Sorry, darlings, but I was too old for Hamlet but I was able to play his randy, ambitious and murderous Uncle Claudius. It was interesting - well it interested me! - when later on I gave up the acting lark and took to directing, including a production of Hamlet, how different the view of the play is from, so to speak, the inside looking out, as compared to the over-view required of a director. I enjoyed the role but learned very little about the play itself. However, what I do remember vividly is night after night spitting out the line: Do it, England; For like the hectic in my blood he rages. This, of course, is after I have despatched my errant nephew to England on a false diplomatic mission but actually the message he bears is a request to the English king to execute him - pronto!
Then I was given the chance to play 'The Great Man Himself' - William Shakespeare - in a delightful little play called The Boy Juliet. This was written by the late Royce Ryton, one of those honourable 'band of brothers' usually referred to as 'jobbing playwrights'. He had one major success with a play called Crown Matrimonial which caused some ripples in its day by portraying a living member of the royal family - the then Queen Mother. He had a few minor successes but somehow he never quite broke into the big time. I can barely remember The Boy Juliet except that it pre-dated the film Shakespeare in Love with which it shared the notion of a girl somehow getting to play a female role on stage during Shakespeare's time - an action that would, in reality, have led the participants straight into jail had they been discovered. I remember thinking at the time that it was a delightful comedy and that it deserved a bigger audience.
You will have noticed that I am not wearing the moustache or beard favoured by the real William Shakespeare because, as I told the long-suffering director, I can't stand all that stuff glued around my lips when I'm acting. However, darlings, I am prepared to make huge sacrifices for my 'art' and so you will notice that I shaved back the front of my hair line to provide a suitable Shakespearean dome!
and a noble dome it was!
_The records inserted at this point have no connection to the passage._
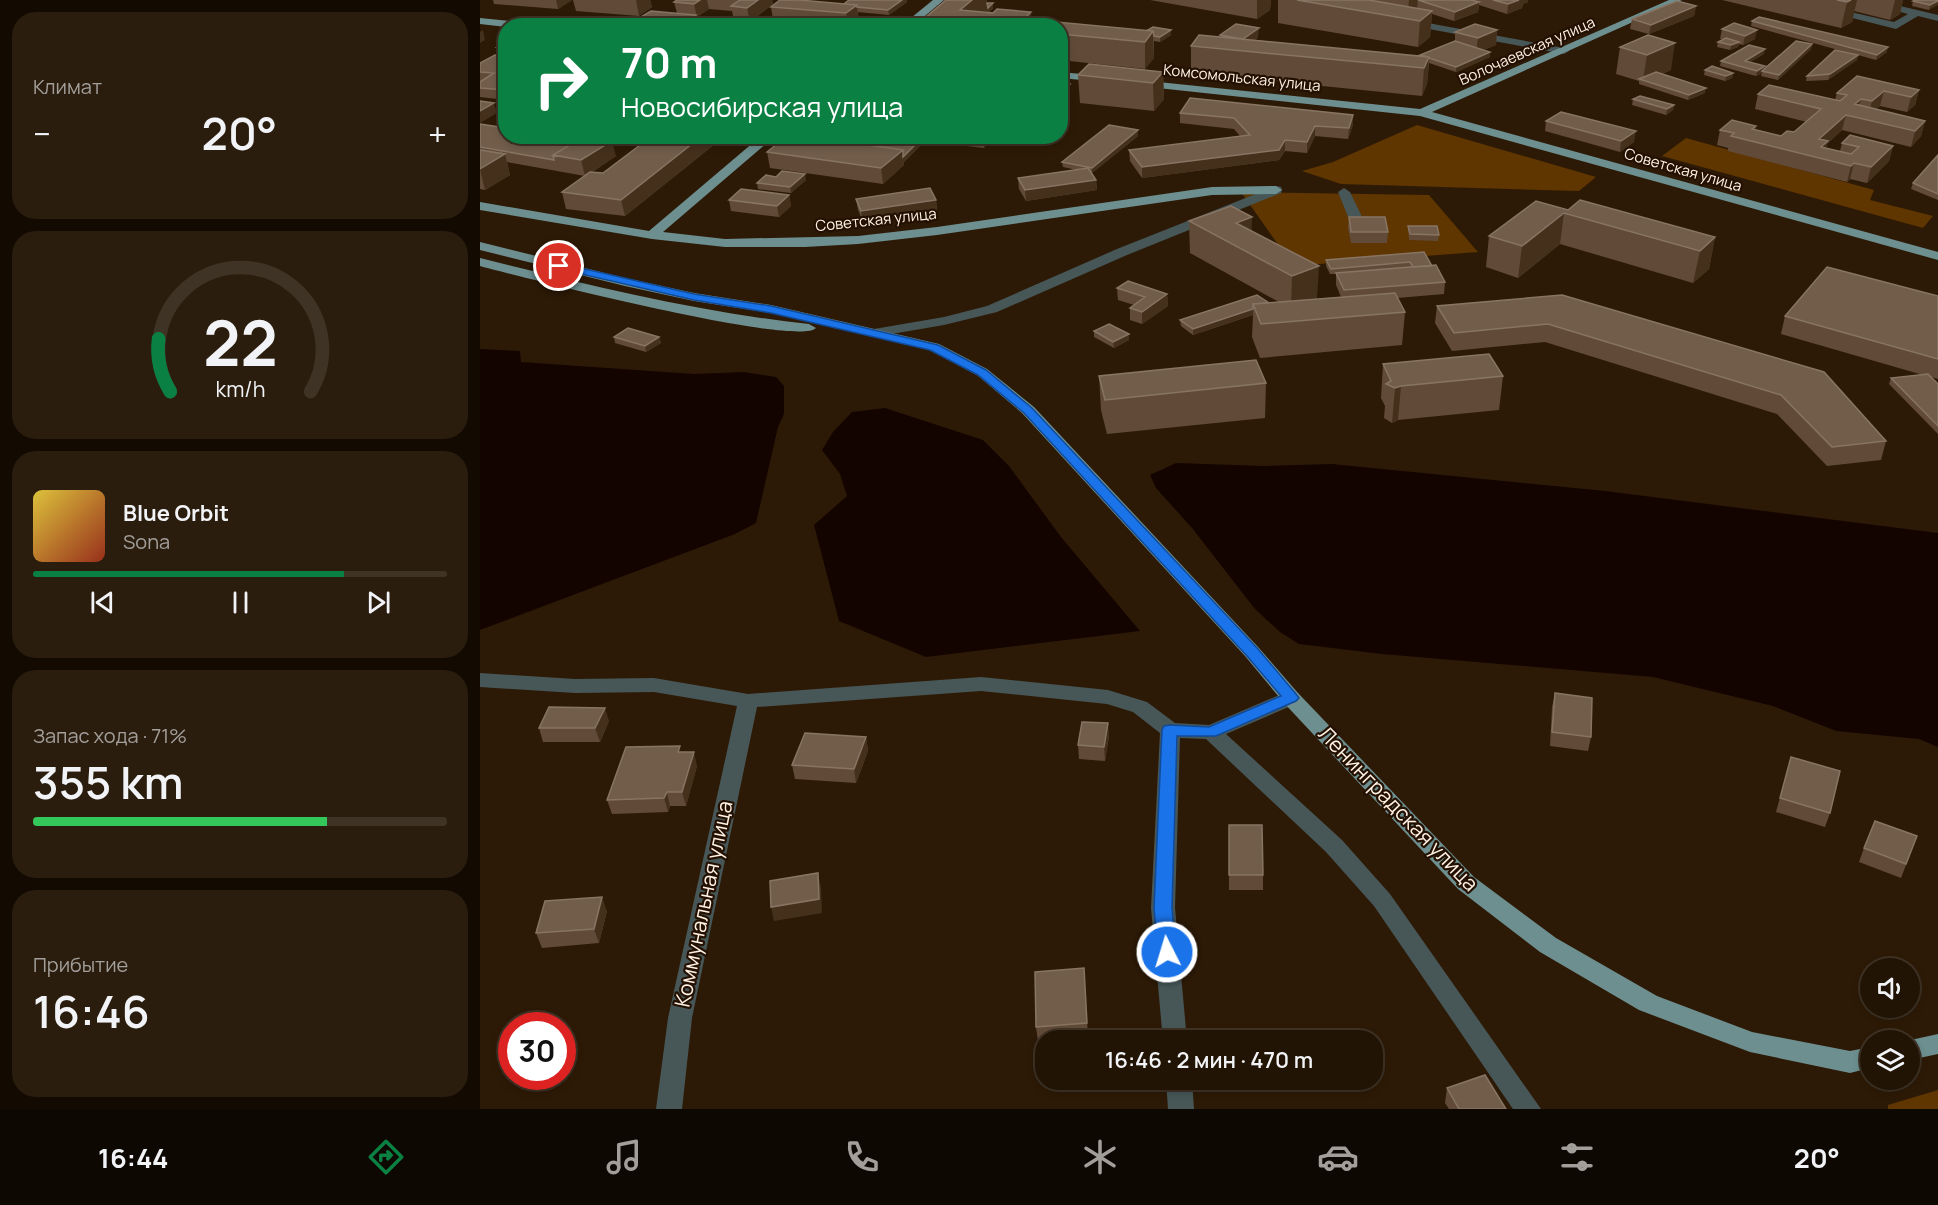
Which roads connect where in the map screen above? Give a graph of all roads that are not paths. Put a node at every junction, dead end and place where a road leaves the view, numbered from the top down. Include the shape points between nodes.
1 (939, 0) edge
2 (1677, 0) edge
3 (1786, 0) edge
4 (1862, 0) edge
5 (1916, 13) junction
6 (916, 18) edge
7 (1938, 18) edge
8 (1393, 20) edge
9 (480, 21) edge
10 (498, 23) edge
11 (1564, 51) junction
12 (1068, 76) edge
13 (1421, 113) junction
14 (759, 144) edge
15 (1276, 190) joint
16 (1344, 192) dead end
17 (480, 206) edge
18 (1356, 219) edge
19 (652, 234) junction
20 (480, 246) edge
21 (1938, 256) edge
22 (480, 262) edge
23 (579, 272) junction
24 (560, 283) junction
25 (874, 333) junction
26 (480, 680) edge
27 (1291, 698) junction
28 (748, 701) junction
29 (1170, 730) junction
30 (1211, 732) junction
31 (1174, 1030) edge
32 (1938, 1044) edge
33 (1920, 1048) edge
34 (1860, 1060) edge
35 (1180, 1090) edge
36 (669, 1109) edge
37 (1181, 1109) edge
38 (1528, 1109) edge

1 - 6 main road
2 - 11 main road, Волочаевская улица
3 - 5 street via 1896,26
4 - 5 street
5 - 7 street
8 - 11 street
9 - 10 main road
11 - 13 main road, Волочаевская улица
12 - 13 main road, Комсомольская улица
13 - 21 main road, Советская улица
14 - 19 main road
15 - 19 main road, Советская улица via 1212,191 847,241 725,243
15 - 25 street via 992,309
16 - 18 street
17 - 19 main road, Советская улица
20 - 23 main road
22 - 24 main road
23 - 24 main road
23 - 25 main road
24 - 25 main road via 756,323
25 - 27 main road, Ленинградская улица via 934,347 982,372 1028,410
26 - 28 street via 575,686 654,685
27 - 30 street
27 - 34 main road, Ленинградская улица via 1466,883 1548,945 1648,1003 1750,1042 1850,1062
28 - 29 street via 981,684 1108,696 1140,707
28 - 36 street, Коммунальная улица via 680,1018
29 - 30 street
29 - 31 street via 1163,908
30 - 38 street via 1334,846 1382,900
32 - 33 main road
35 - 37 street

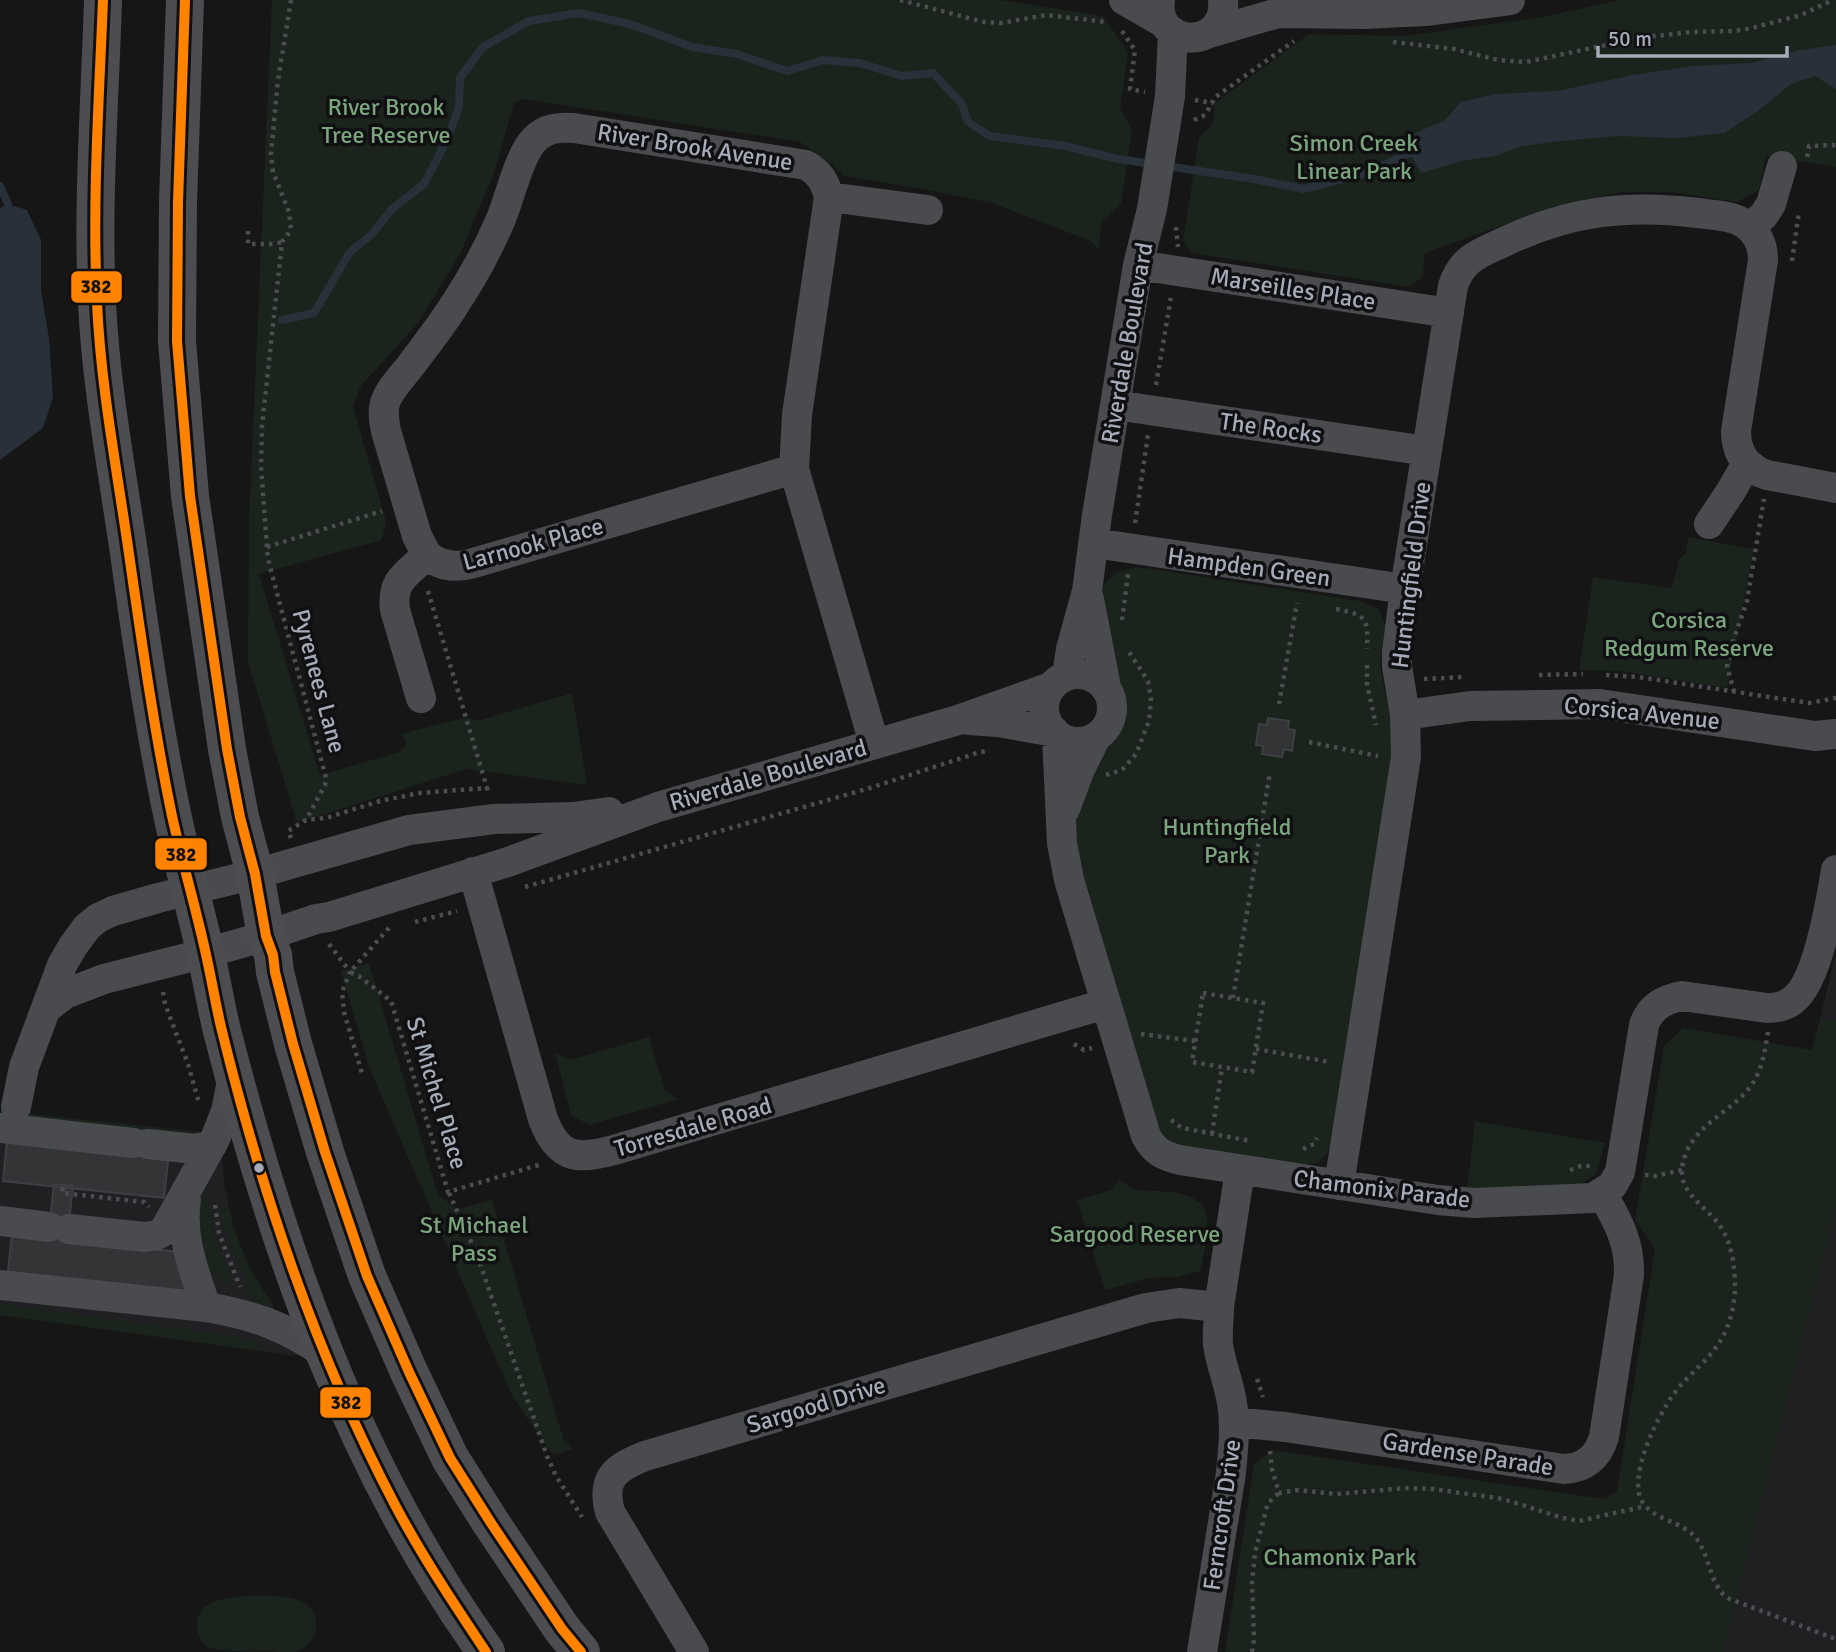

Hollywood should have noticed.
Posted by: Whitewall | Friday, 31 July 2015 at 14:07
David you have an uncanny resemblance of Paul Scofield!
Posted by: jimmy glesga | Friday, 31 July 2015 at 16:59
I blame my agent, Whiters!
If only, Jimmy, I had the talent in my whole body that he had in his little finger!
Posted by: David Duff | Friday, 31 July 2015 at 17:26
Well, you look very actorish and even rather myopic, which was clever of you.
Posted by: Andra | Friday, 31 July 2015 at 19:20
I was almost certainly trying to remember what the hell my next line, was, Andra!
Posted by: David Duff | Friday, 31 July 2015 at 19:26
I recognise one of my photos...
Posted by: Richard | Friday, 31 July 2015 at 19:37
Er, the cheque's in the post, 'onest, Guv!
Posted by: David Duff | Friday, 31 July 2015 at 20:00
I remember your absolutely refusing to adorn your face for the part, despite my repeated attempts to persuade you - and then months, or possibly a year or two, later you informed me that I shouldn't have let you get away with it!
Posted by: Stella | Saturday, 01 August 2015 at 01:03
Men - 'heh'! Actors - double 'heh'! Sorry, Stella, but I did give you a dome!
(For the benefit of my other reader, Stella was my long suffering director on "The Boy Juliet".)
Posted by: David Duff | Saturday, 01 August 2015 at 07:21
Strange...you look like a bloke I once met in a pub in Grimsby.
Posted by: Oswald Thake | Saturday, 01 August 2015 at 11:42
And they don't come much stranger than what you find in a Grimsby pub!